Exercise aim => Below is a set of records. Repeat them verbatim without the pictures.
===============
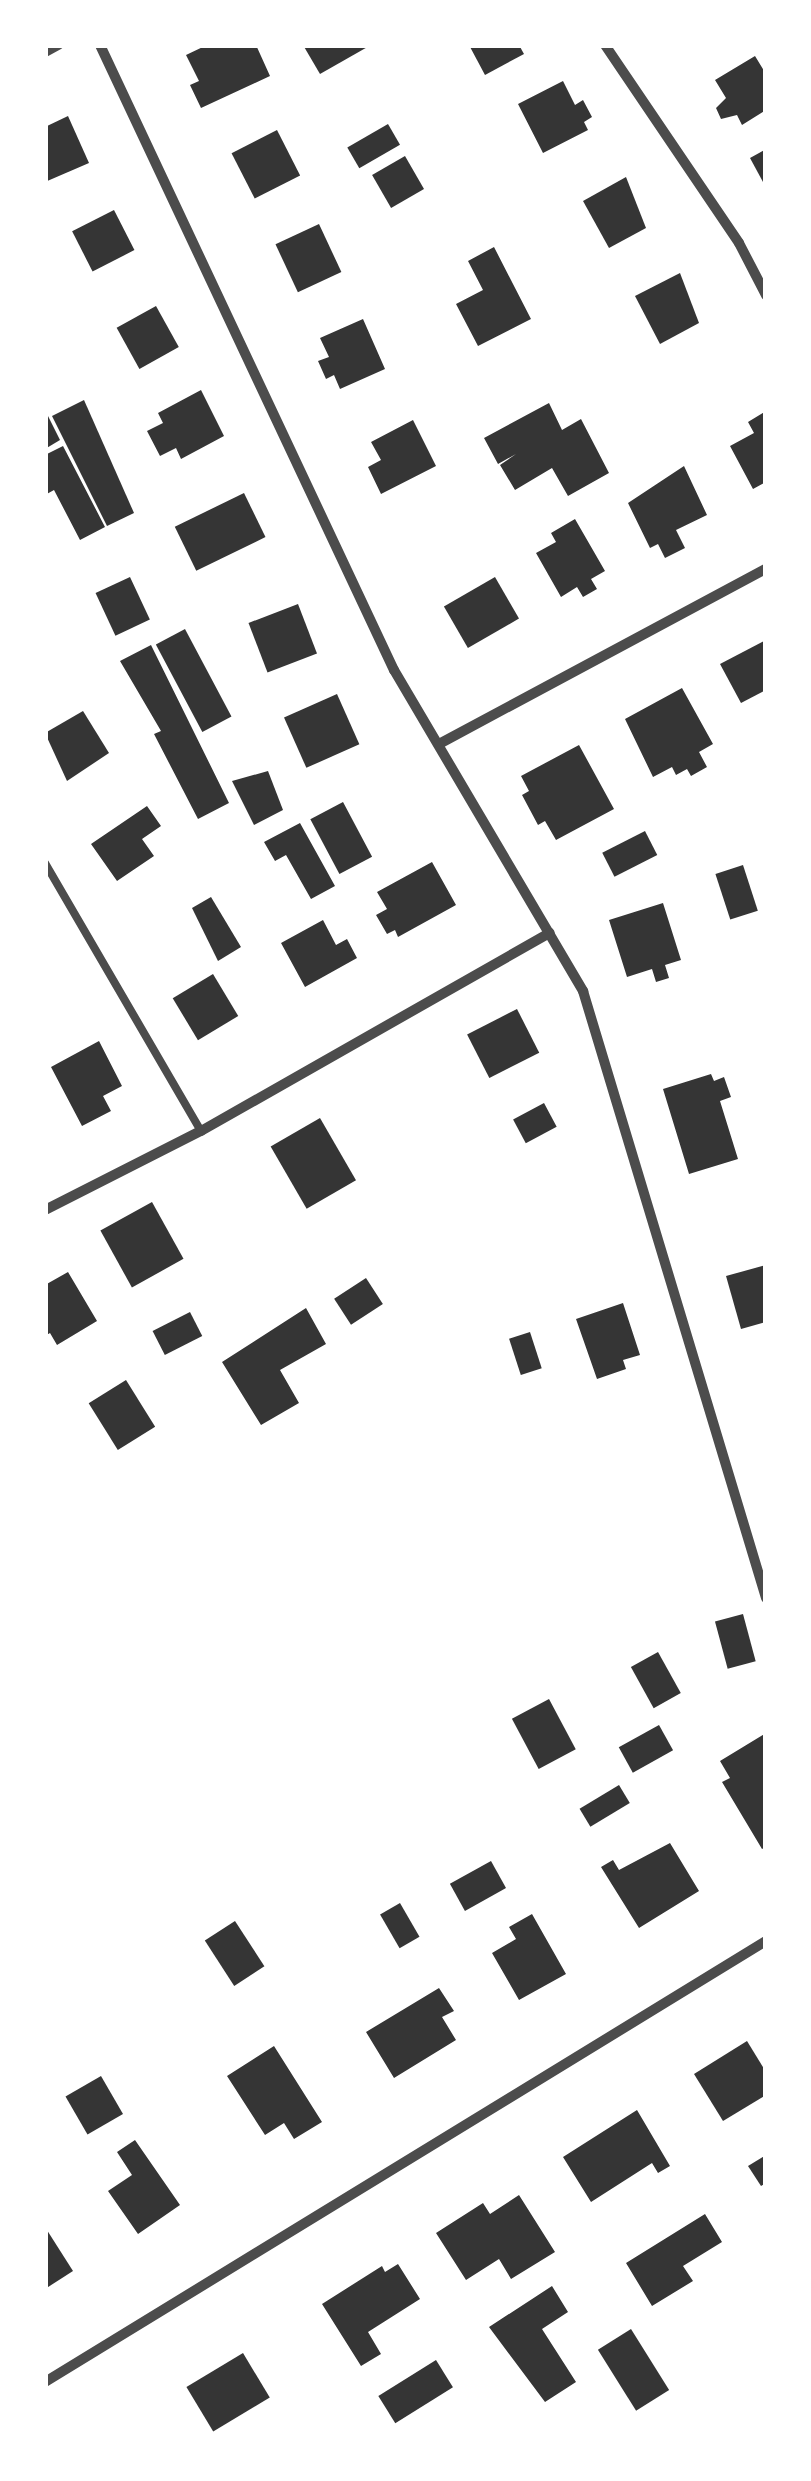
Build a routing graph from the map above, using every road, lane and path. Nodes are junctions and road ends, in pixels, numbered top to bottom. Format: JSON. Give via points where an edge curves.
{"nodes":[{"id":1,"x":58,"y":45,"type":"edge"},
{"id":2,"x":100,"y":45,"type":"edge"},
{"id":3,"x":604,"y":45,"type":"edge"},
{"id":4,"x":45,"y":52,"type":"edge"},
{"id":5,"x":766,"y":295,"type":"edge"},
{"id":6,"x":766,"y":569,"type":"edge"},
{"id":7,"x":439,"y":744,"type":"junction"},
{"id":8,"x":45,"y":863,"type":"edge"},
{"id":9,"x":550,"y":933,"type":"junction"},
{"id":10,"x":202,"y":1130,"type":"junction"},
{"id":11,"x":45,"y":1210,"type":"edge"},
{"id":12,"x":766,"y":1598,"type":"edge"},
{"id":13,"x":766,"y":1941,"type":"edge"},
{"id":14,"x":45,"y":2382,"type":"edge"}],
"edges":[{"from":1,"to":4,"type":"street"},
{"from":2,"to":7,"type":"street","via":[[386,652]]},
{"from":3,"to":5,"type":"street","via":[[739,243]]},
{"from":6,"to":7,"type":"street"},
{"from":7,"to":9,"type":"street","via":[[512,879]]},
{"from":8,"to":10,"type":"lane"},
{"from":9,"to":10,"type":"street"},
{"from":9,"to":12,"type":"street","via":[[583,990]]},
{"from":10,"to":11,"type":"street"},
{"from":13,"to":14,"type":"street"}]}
===============
Answer area =>
Build a routing graph from the map above, using every road, lane and path. Nodes are junctions and road ends, in pixels, numbered top to bottom. Format: JSON. Give via points where an edge curves.
{"nodes":[{"id":1,"x":58,"y":45,"type":"edge"},
{"id":2,"x":100,"y":45,"type":"edge"},
{"id":3,"x":604,"y":45,"type":"edge"},
{"id":4,"x":45,"y":52,"type":"edge"},
{"id":5,"x":766,"y":295,"type":"edge"},
{"id":6,"x":766,"y":569,"type":"edge"},
{"id":7,"x":439,"y":744,"type":"junction"},
{"id":8,"x":45,"y":863,"type":"edge"},
{"id":9,"x":550,"y":933,"type":"junction"},
{"id":10,"x":202,"y":1130,"type":"junction"},
{"id":11,"x":45,"y":1210,"type":"edge"},
{"id":12,"x":766,"y":1598,"type":"edge"},
{"id":13,"x":766,"y":1941,"type":"edge"},
{"id":14,"x":45,"y":2382,"type":"edge"}],
"edges":[{"from":1,"to":4,"type":"street"},
{"from":2,"to":7,"type":"street","via":[[386,652]]},
{"from":3,"to":5,"type":"street","via":[[739,243]]},
{"from":6,"to":7,"type":"street"},
{"from":7,"to":9,"type":"street","via":[[512,879]]},
{"from":8,"to":10,"type":"lane"},
{"from":9,"to":10,"type":"street"},
{"from":9,"to":12,"type":"street","via":[[583,990]]},
{"from":10,"to":11,"type":"street"},
{"from":13,"to":14,"type":"street"}]}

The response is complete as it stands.